REQUIRED ACTION: Examine the material below. Gather every line in which the string "image" appears.

[EXERCISE MATERIALS Boundary: Start]

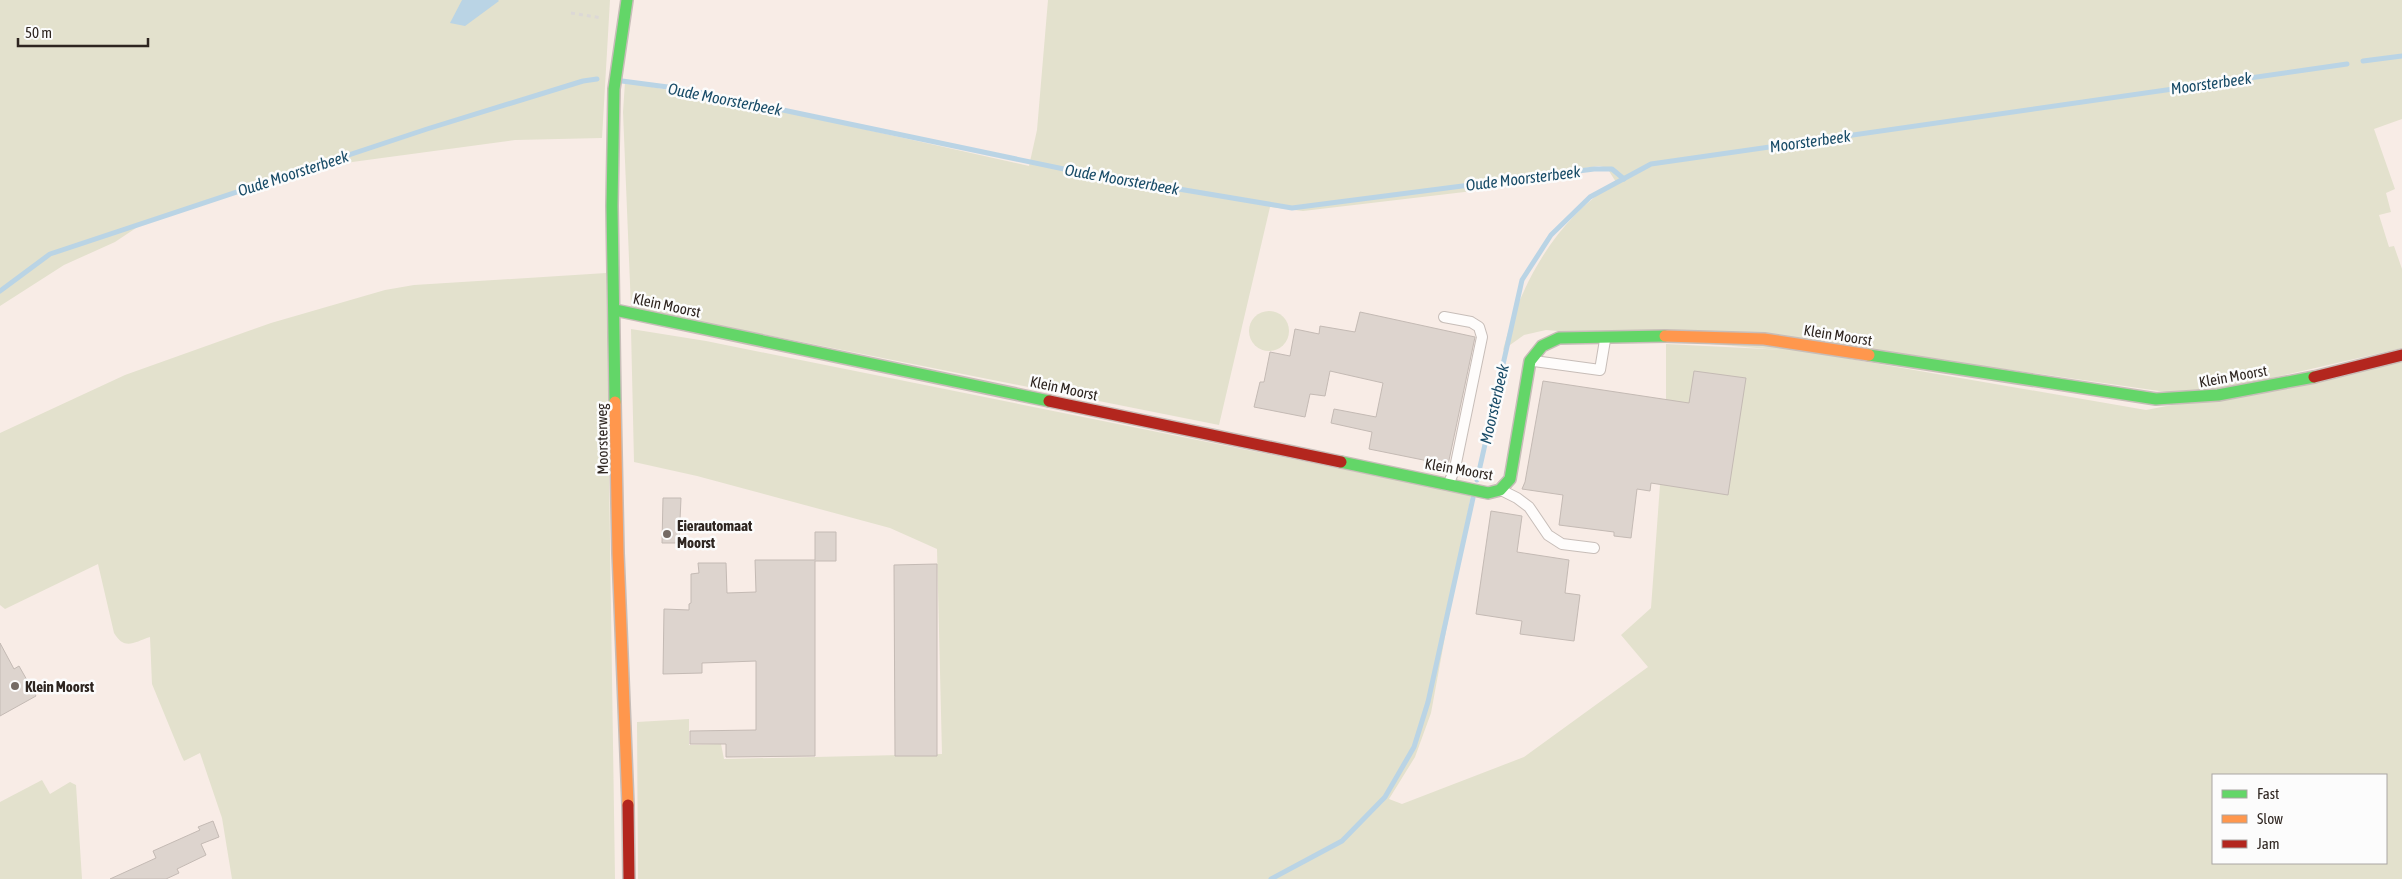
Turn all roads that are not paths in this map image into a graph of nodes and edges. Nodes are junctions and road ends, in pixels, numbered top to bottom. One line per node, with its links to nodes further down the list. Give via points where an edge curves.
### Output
1 (627, 0): 2 (street, Moorsterweg, via 614,89 612,206)
2 (615, 310): 7 (street, Klein Moorst); 10 (street, Moorsterweg, via 618,553)
3 (1444, 318): 7 (lane, via 1471,322 1479,327 1482,337 1456,468)
4 (1605, 337): 5 (street, Klein Moorst, via 1688,336 1764,340 2156,399 2230,394); 6 (street, Klein Moorst, via 1559,338 1542,346); 6 (lane, via 1600,370)
5 (2402, 355)
6 (1530, 361): 8 (street, Klein Moorst, via 1510,479)
7 (1449, 484): 8 (street, Klein Moorst, via 1488,493)
8 (1500, 490): 9 (lane, via 1518,498 1548,535 1562,544)
9 (1594, 548)
10 (629, 879)

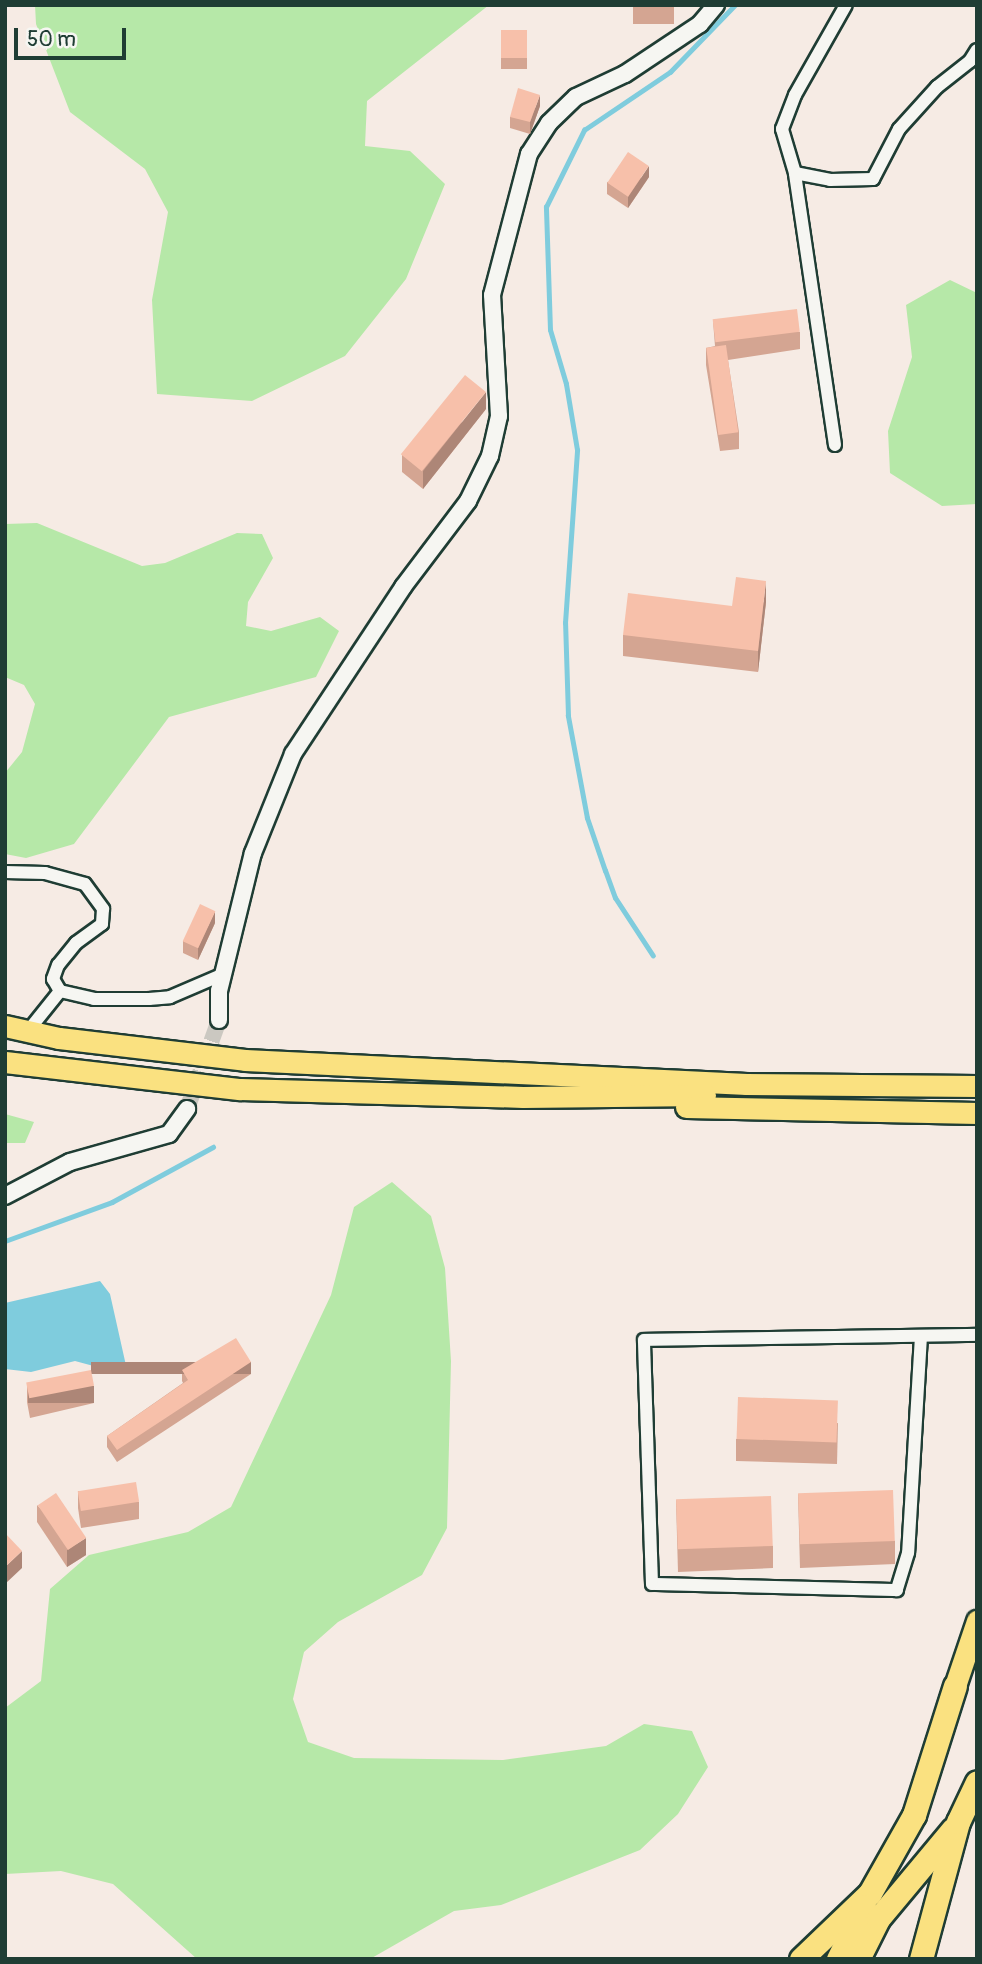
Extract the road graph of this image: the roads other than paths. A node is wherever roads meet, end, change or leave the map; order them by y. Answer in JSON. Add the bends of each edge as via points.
{"nodes":[{"id":1,"x":716,"y":5,"type":"edge"},
{"id":2,"x":846,"y":5,"type":"edge"},
{"id":3,"x":977,"y":50,"type":"edge"},
{"id":4,"x":795,"y":173,"type":"junction"},
{"id":5,"x":835,"y":445,"type":"dead end"},
{"id":6,"x":5,"y":872,"type":"edge"},
{"id":7,"x":224,"y":974,"type":"junction"},
{"id":8,"x":60,"y":992,"type":"junction"},
{"id":9,"x":219,"y":1020,"type":"tunnel mouth"},
{"id":10,"x":5,"y":1026,"type":"edge"},
{"id":11,"x":28,"y":1031,"type":"junction"},
{"id":12,"x":5,"y":1062,"type":"edge"},
{"id":13,"x":977,"y":1072,"type":"edge"},
{"id":14,"x":525,"y":1073,"type":"junction"},
{"id":15,"x":977,"y":1086,"type":"edge"},
{"id":16,"x":523,"y":1097,"type":"junction"},
{"id":17,"x":977,"y":1099,"type":"edge"},
{"id":18,"x":187,"y":1109,"type":"tunnel mouth"},
{"id":19,"x":977,"y":1113,"type":"edge"},
{"id":20,"x":5,"y":1196,"type":"edge"},
{"id":21,"x":977,"y":1335,"type":"edge"},
{"id":22,"x":921,"y":1336,"type":"junction"},
{"id":23,"x":977,"y":1621,"type":"edge"},
{"id":24,"x":955,"y":1686,"type":"joint"},
{"id":25,"x":977,"y":1782,"type":"edge"},
{"id":26,"x":958,"y":1822,"type":"junction"},
{"id":27,"x":870,"y":1893,"type":"junction"},
{"id":28,"x":801,"y":1959,"type":"edge"},
{"id":29,"x":838,"y":1959,"type":"edge"},
{"id":30,"x":858,"y":1959,"type":"edge"},
{"id":31,"x":921,"y":1959,"type":"edge"}],
"edges":[{"from":1,"to":7,"type":"street","via":[[700,24],[625,74],[576,97],[549,122],[529,155],[492,295],[499,416],[490,456],[468,501],[403,587],[293,754],[253,853]]},
{"from":2,"to":4,"type":"street","via":[[795,95],[782,129]]},
{"from":3,"to":4,"type":"street","via":[[899,129],[873,179],[830,180]]},
{"from":4,"to":5,"type":"street"},
{"from":6,"to":8,"type":"street","via":[[45,873],[85,884],[103,909],[102,924],[76,943],[58,965],[53,979]]},
{"from":7,"to":8,"type":"street","via":[[160,998],[94,999]]},
{"from":7,"to":9,"type":"street"},
{"from":8,"to":11,"type":"street"},
{"from":10,"to":11,"type":"highway"},
{"from":11,"to":14,"type":"highway","via":[[245,1060]]},
{"from":12,"to":16,"type":"highway","via":[[240,1090]]},
{"from":13,"to":14,"type":"highway","via":[[642,1069]]},
{"from":14,"to":15,"type":"highway","via":[[746,1084]]},
{"from":16,"to":17,"type":"highway","via":[[733,1094]]},
{"from":16,"to":19,"type":"highway","via":[[602,1107]]},
{"from":18,"to":20,"type":"street","via":[[169,1134],[70,1161]]},
{"from":21,"to":22,"type":"street"},
{"from":22,"to":22,"type":"street","via":[[644,1340],[652,1584],[897,1590],[908,1553]]},
{"from":23,"to":24,"type":"highway"},
{"from":24,"to":27,"type":"highway","via":[[914,1815]]},
{"from":25,"to":26,"type":"highway"},
{"from":26,"to":30,"type":"highway","via":[[878,1919]]},
{"from":26,"to":31,"type":"highway"},
{"from":27,"to":28,"type":"highway"},
{"from":27,"to":29,"type":"highway"}]}
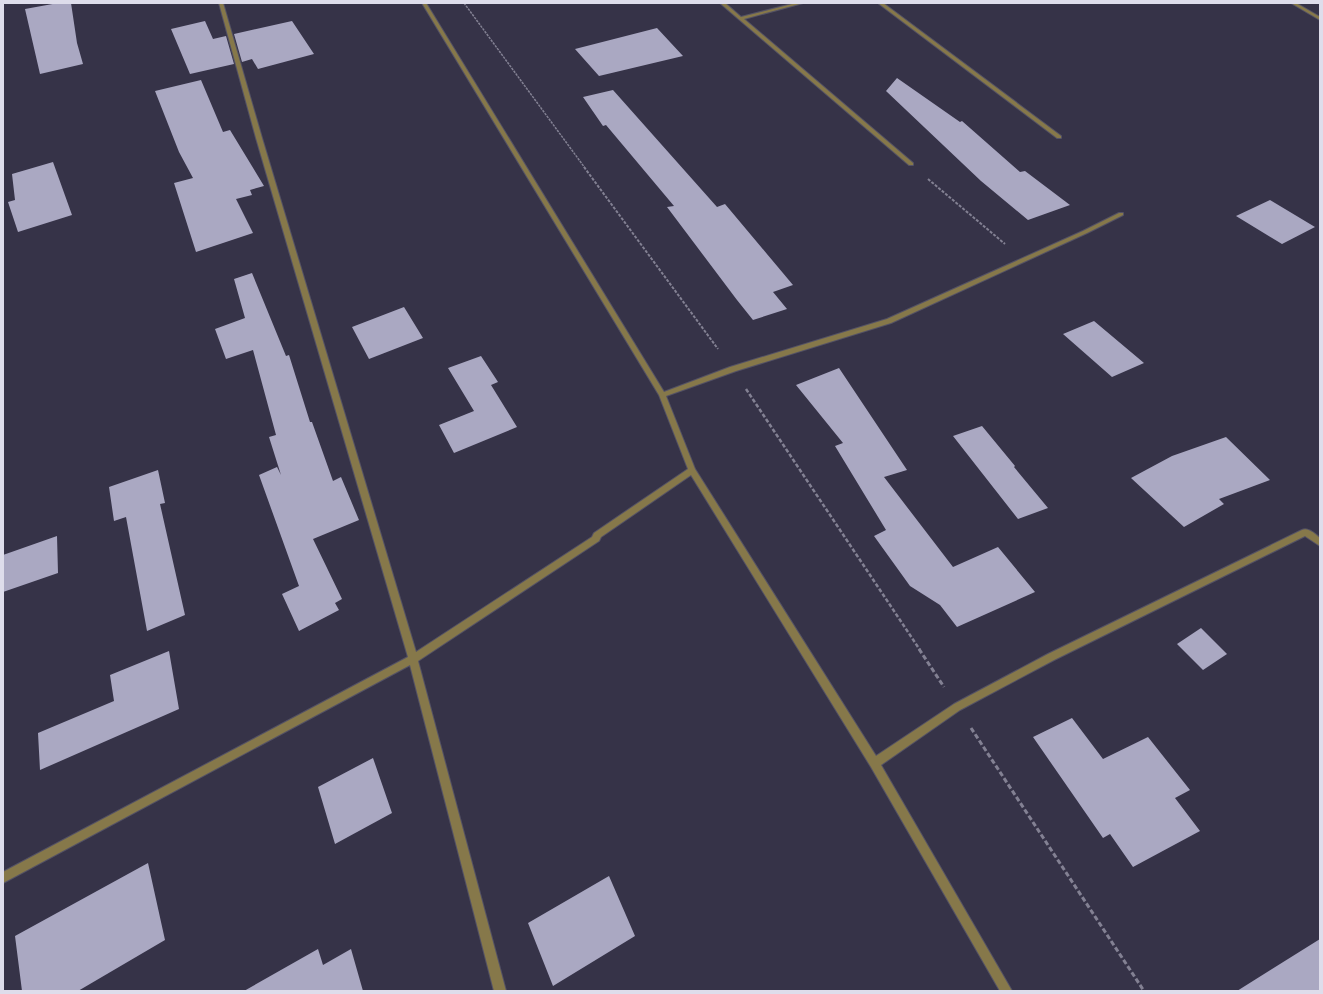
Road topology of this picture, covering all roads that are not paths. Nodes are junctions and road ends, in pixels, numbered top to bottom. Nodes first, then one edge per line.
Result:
1 (222, 3) edge
2 (424, 3) edge
3 (722, 3) edge
4 (801, 3) edge
5 (880, 3) edge
6 (1293, 3) edge
7 (740, 18) junction
8 (1320, 19) edge
9 (1059, 137) dead end
10 (911, 164) road end
11 (1121, 214) dead end
12 (662, 394) junction
13 (692, 470) junction
14 (1320, 542) edge
15 (413, 660) junction
16 (876, 763) junction
17 (3, 878) edge
18 (500, 991) edge
19 (1006, 991) edge

1 - 15 street
2 - 12 street
3 - 7 street
4 - 7 street
5 - 9 street
6 - 8 street
7 - 10 street
11 - 12 street
12 - 13 street
13 - 15 street
13 - 16 street
14 - 16 street
15 - 17 street
15 - 18 street
16 - 19 street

[EXERCISE MATERIALS Boundary: End]

RESPONSE BOX:
Turn all roads that are not paths in this map image into a graph of nodes and edges. Nodes are junctions and road ends, in pixels, numbered top to bottom. One line per node, with its links to nodes further down the list. Give via points where an edge curves.
Extract the road graph of this image: the roads other than paths. A node is wherever roads meet, end, change or leave the map; order them by y. Answer in JSON. Add the bends of each edge as via points.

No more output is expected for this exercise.